All subjects, in the included studies, underwent a complete work-up for dementia performed by physicians. Clinical examinations, informant reviews and medical records analysis were carried out in all included studies. The Mini-Mental State Examination [13–15, 17, 20, 24, 33], the CERAD-NP-plus battery [30], or the seven-minute screen neurocognitive battery [29] were used as screening tests.
Prevalence of dementia
Table 3 reports the crude prevalence data, separately for age classes and sex, documented by the selected studies and the pooled estimate from the meta-analysis.
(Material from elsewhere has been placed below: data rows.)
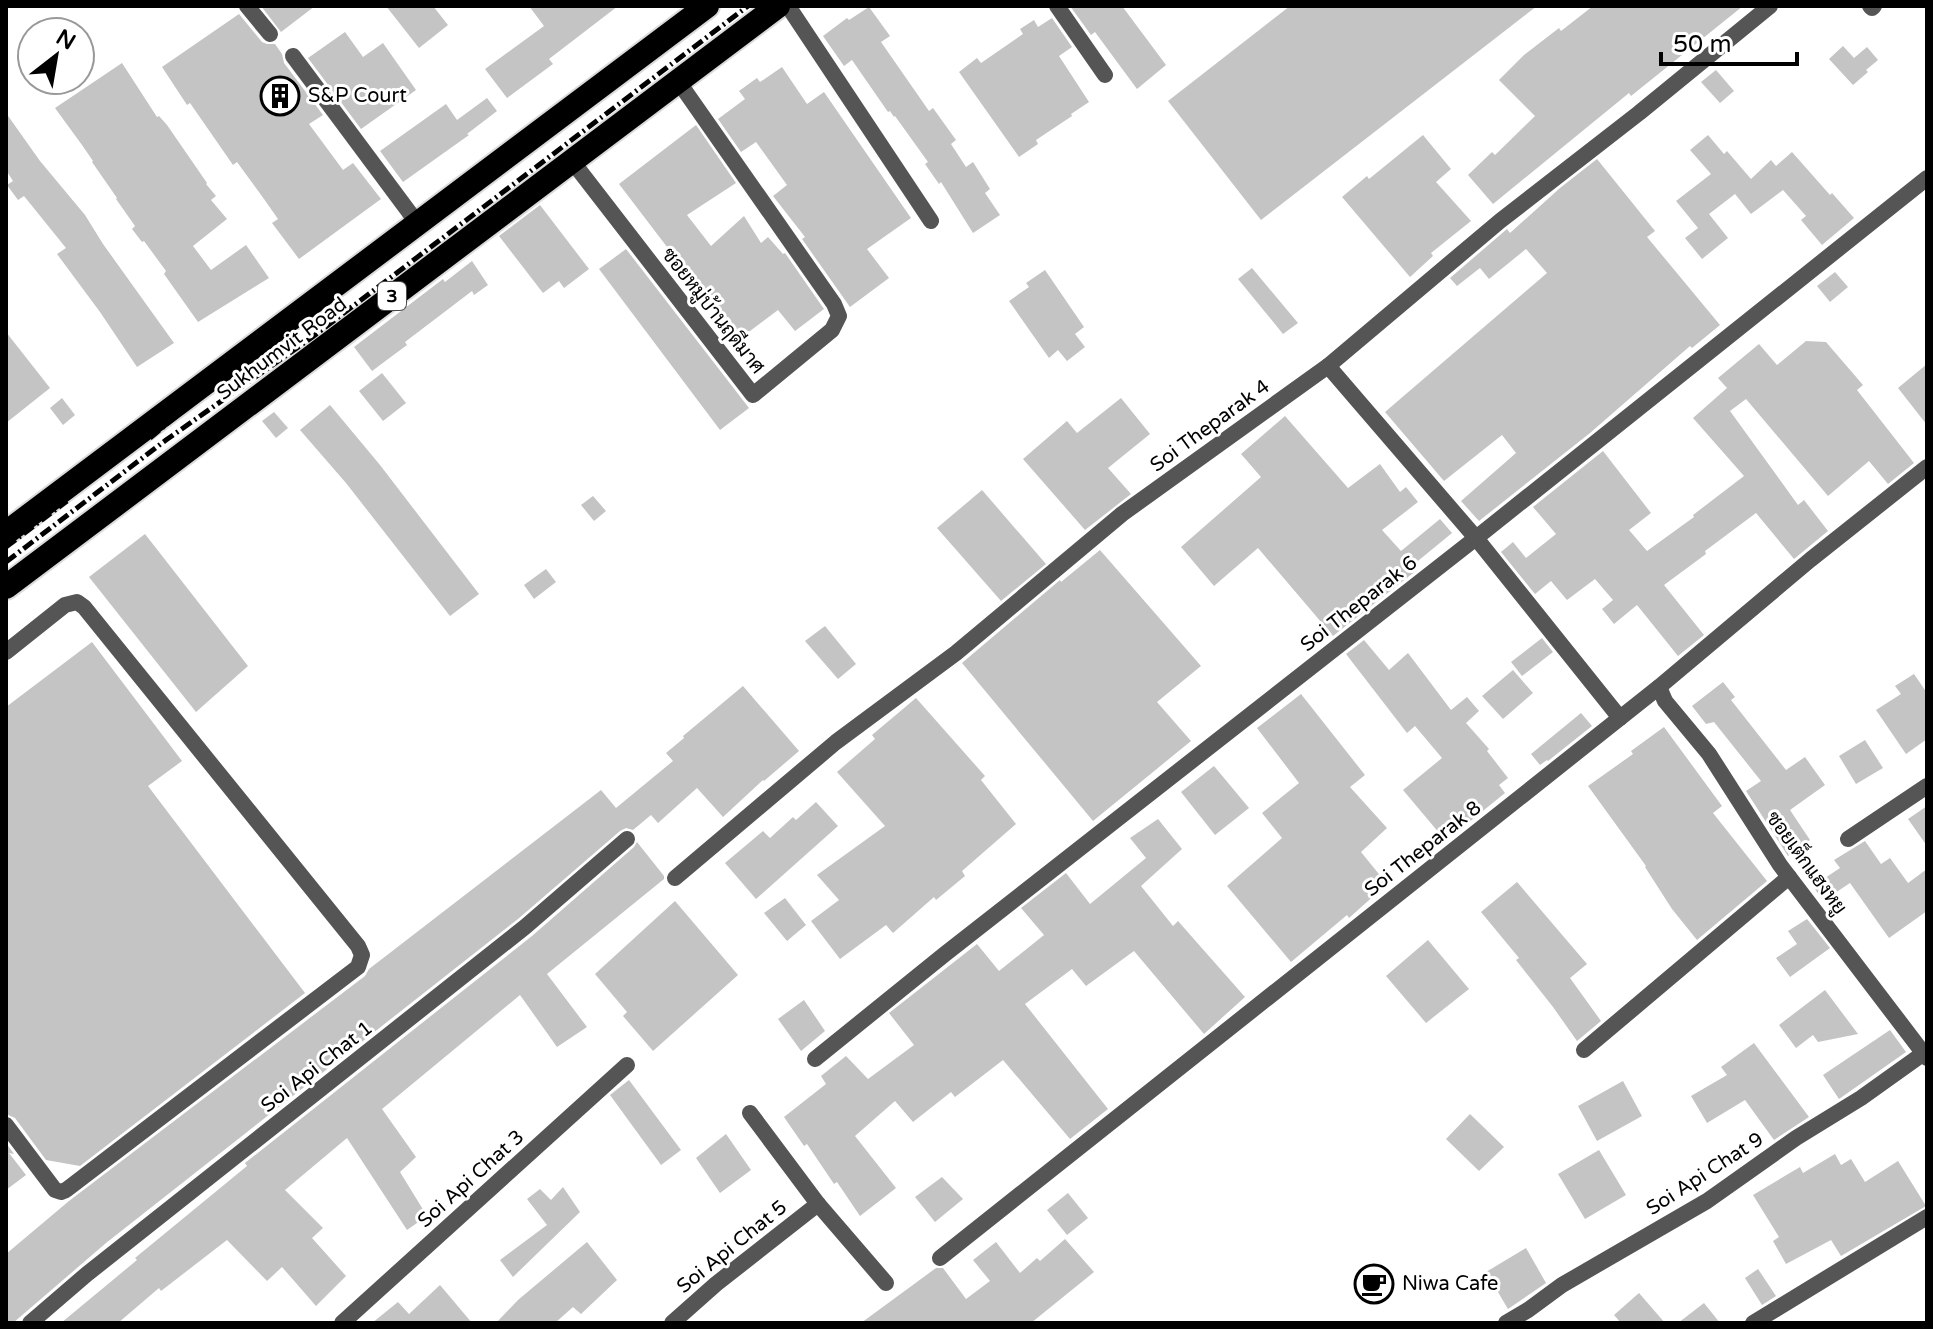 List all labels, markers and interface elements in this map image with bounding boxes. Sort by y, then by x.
north arrow [16,16,96,96]
scale bar [1661,16,1797,66]
text: N [52,24,80,55]
text: 50 m [1673,30,1731,59]
building icon: S&P Court [259,75,301,117]
place label: S&P Court [308,84,407,108]
street label: ซอยหมู่บ้านฤดีมาศ [655,242,771,380]
road number: 3 [378,282,406,310]
street label: Sukhumvit Road [212,292,352,406]
street label: Soi Theparak 4 [1146,375,1274,477]
street label: Soi Theparak 6 [1296,551,1422,657]
street label: Soi Theparak 8 [1360,796,1486,902]
street label: ซอยเต็กแฮงหยู [1759,804,1855,920]
street label: Soi Api Chat 1 [257,1016,377,1118]
street label: Soi Api Chat 3 [413,1125,529,1233]
street label: Soi Api Chat 9 [1642,1127,1768,1221]
street label: Soi Api Chat 5 [672,1195,792,1299]
cafe icon: Niwa Cafe [1353,1263,1395,1305]
place label: Niwa Cafe [1402,1272,1498,1296]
Data of participants aged ≥90 years were aggregated.
Table 3
Prevalence of dementia (per 100 pop.) in selected European studies, according to sex and age-class [% (n/tot)] and pooled prevalence estimates meta-analysis of generated from Poisson random effect model
| Population | 65–69 | 70–74 | 75–79 | 80–84 | 85–89 | ≥90 | |
| Ravaglia [13] Italy | women | – | 2.1 (3/143) | 3.2 (4/125) | 11 (9/82) | 37 (20/54) | 70.6 (12/17) |
| men | 1.4 (2/143) | 1.4 (2/143) | 0.8 (1/125) | 1.2 (1/83) | 5 (2/40) | 57.1 (4/7) | |
| Tognoni [14] Italy | women | 0.7 (2/286) | 1.6 (4/250) | 6.7 (15/224) | 13.6 (13/96) | 25.5 (25/98) | 28.2 (13/46) |
| men | 1.4 (3/214) | 1.1 (2/182) | 7.4 (11/149) | 5.4 (3/55) | 10.6 (5/47) | 26.7 (4/15) | |
| Gascòn- Bayarri [15] Spain | women | – | 2.5 (10/405) | 6.4 (18/280) | 14.6 (25/171) | 28.6 (30/105) | 48.3 (28/58) |
| men | – | 3.2 (11/344) | 4.7 (10/212) | 12.8 (14/109) | 19.6 (9/46) | 41.6 (10/24) | |
| Fish [17] UK | women | – | – | – | – | – | – |
| men | 0.8 (4/500) | 3.9 (23/590) | 9.4 (43/457) | 15.4 (18/117) | – | – | |
| Bermejo-Pareja [20] Spain | women | 1.3 (12/911) | 2.5 (20/788) | 5.6 (31/555) | 13.3 (61/460) | 24.6 (58/236) | 30 (27/90) |
| men | 0.7 (5/736) | 1.9 (12/623) | 2.7 (11/404) | 8.6 (24/279) | 18.5 (28/151) | 37.8 (17/45) | |
| Mathillas [24] Sweden | women | – | – | – | – | 23.8 (55/231) | 42 (169/402) |
| men | – | – | – | – | 20 (22/110) | 27 (41/152) | |
| Tola-Arribas [29] Spain | women | 1.7 (5/296) | 1.7 (4/237) | 10.2 (25/246) | 14.1 (31/220) | 27.2 (41/151) | 36.8 (32/87) |
| men | 1.2 (3/253) | 1.7 (4/238) | 5.9 (12/203) | 12.5 (18/144) | 7.4 (5/68) | 14.8 (4/27) | |
| Lucca [33] Italy | women | – | – | – | 17.6 (81/461) | 34.6 (168/485) | 53.4 (465/871) |
| men | – | – | – | 11.8 (27/228) | 27.8 (47/169) | 36.9 (106/287) | |
| Perquin [30] Luxembourg | women | 0.6 (1/172) | 2.7 (5/187) | 2.7 (5/186) | 7.6 (11/145) | 12.7 (10/79) | 10 (4/40) |
| men | 1.9 (3/159) | 1.2 (2/160) | 3 (4/134) | 6.4 (5/78) | 3.6 (1/28) | 22.2 (2/9) | |
| Total * (CI95%) I2 = % p | women | 1.1 (0.6–1.6) | 2.2 (1.6–2.9) | 5.6 (3.6–7.5) | 13.3 (10.7–15.9) | 26.4 (21.3–31.5) | 38.9 (28.2–49.7) |
| I2 = 0 p = 0.5 | I2 = 0 p = 0.9 | I2 = 65 p = 0.01 | I2 = 55 p = 0.04 | I2 = 78 p = 0.01 | I2 = 93 p = 0.01 | ||
| men | 0.9 (0.5–1.3) | 2.1 (1.3–2.8) | 4.6 (2.3–6.9) | 9 (5.1–12.9) | 13.9 (7.6–20.2) | 31.2 (24.3–38.3) | |
| I2 = 0 p = 0.81 | I2 = 39 p = 0.13 | I2 = 84 p = 0.01 | I2 = 84 p = 0.01 | I2 = 83 p = 0.01 | I2 = 54 p = 0.03 |
*Meta-analysis using random effect model.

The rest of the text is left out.